Suddenly, an excruciating jolt of searing agony shot up his right leg. He hit the ground, groaning. Despite unbearable pain, Larimore managed to roll himself away from the tank’s treads and into a shallow ditch.

From the safety of cover, he peeked over the edge. The three Sherman tanks were rapidly pulling away from him, and scores of Germans, firing as fast as they could while screaming at the top of their lungs, were giving chase. When the Krauts were only twenty to thirty yards from him and closing fast, Larimore lowered his head and played dead. Within seconds, the enemy soldiers leaped over the ditch and kept running.

Not daring to move, Larimore thought, They didn’t see me. Maybe I’ll make it.

The violent blasts of the raging battle around him strangely began to wane. His vision dimmed. Even the overwhelming discomfort began to melt away.

Larimore understood what was happening: he was bleeding out, and he didn’t have the strength to pull off his belt and apply a tourniquet. Soon the world around him was silent, and his body was completely numb.

So, this is what it feels like to die. Not as bad as I imagined.

Tired beyond measure, he closed his eyes.

He felt his breathing slow. Maybe, just maybe, his long, grueling war was finally over.

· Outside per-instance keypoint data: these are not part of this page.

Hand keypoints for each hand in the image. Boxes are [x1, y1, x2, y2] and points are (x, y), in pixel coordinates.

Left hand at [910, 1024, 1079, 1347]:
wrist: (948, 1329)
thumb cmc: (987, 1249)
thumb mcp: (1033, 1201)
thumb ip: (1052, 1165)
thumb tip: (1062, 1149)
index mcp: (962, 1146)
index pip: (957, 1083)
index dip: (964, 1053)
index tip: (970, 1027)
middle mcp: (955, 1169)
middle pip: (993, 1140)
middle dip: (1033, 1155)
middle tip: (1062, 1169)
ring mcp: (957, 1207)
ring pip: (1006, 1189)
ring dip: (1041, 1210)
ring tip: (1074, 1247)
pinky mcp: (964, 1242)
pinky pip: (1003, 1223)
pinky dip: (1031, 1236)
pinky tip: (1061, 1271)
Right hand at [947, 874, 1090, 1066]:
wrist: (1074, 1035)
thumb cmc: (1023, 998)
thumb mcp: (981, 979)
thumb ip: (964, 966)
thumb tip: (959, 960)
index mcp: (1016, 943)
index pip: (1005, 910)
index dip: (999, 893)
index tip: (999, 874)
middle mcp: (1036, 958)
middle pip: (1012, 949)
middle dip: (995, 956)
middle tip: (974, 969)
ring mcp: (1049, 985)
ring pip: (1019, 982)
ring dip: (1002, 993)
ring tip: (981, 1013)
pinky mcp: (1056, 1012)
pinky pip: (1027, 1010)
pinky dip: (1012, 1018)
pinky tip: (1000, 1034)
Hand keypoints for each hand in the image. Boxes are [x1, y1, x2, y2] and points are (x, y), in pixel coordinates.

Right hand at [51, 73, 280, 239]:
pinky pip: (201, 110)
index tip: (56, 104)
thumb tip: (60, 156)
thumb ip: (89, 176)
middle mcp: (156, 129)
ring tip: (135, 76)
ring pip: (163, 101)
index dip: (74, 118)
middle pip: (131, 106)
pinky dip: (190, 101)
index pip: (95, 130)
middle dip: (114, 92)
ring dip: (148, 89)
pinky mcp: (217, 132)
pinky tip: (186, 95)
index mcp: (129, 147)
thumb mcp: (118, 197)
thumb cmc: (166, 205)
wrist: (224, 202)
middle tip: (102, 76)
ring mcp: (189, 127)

“Build me a son whose heart will be clear, whose goal will be high; a son who will master himself before he seeks to master other men; one who will reach into the future, yet never forget the past. And after all these things are his, add, I pray, enough of a sense of humor so that he may always be serious yet never take himself too seriously.”

—General Douglas MacArthur, five-star general, and Supreme Commander for the Allied Powers at the end of World War II



“In your pursuit of your passions, always be young.”

—Tom Brokaw, author of The Greatest Generation

Philip Bonham Larimore, Jr., born January 4, 1925, was about two weeks old when the first letter about his birth arrived at his parents’ home at 565 South Holmes Street in Memphis, Tennessee. The note from his mother’s childhood friend, who lived deep in the backwoods hill country of north Arkansas, said:

Dearest Ethyl and Philip,

There is nothing that brings the happiness and joy of a little babe. You can never realize just what they mean to you until you keep them awhile and feel your very life bound up in them. I wish I could see the little rascal. Of course, he had to be a Jr. It is almost always that way with the first one.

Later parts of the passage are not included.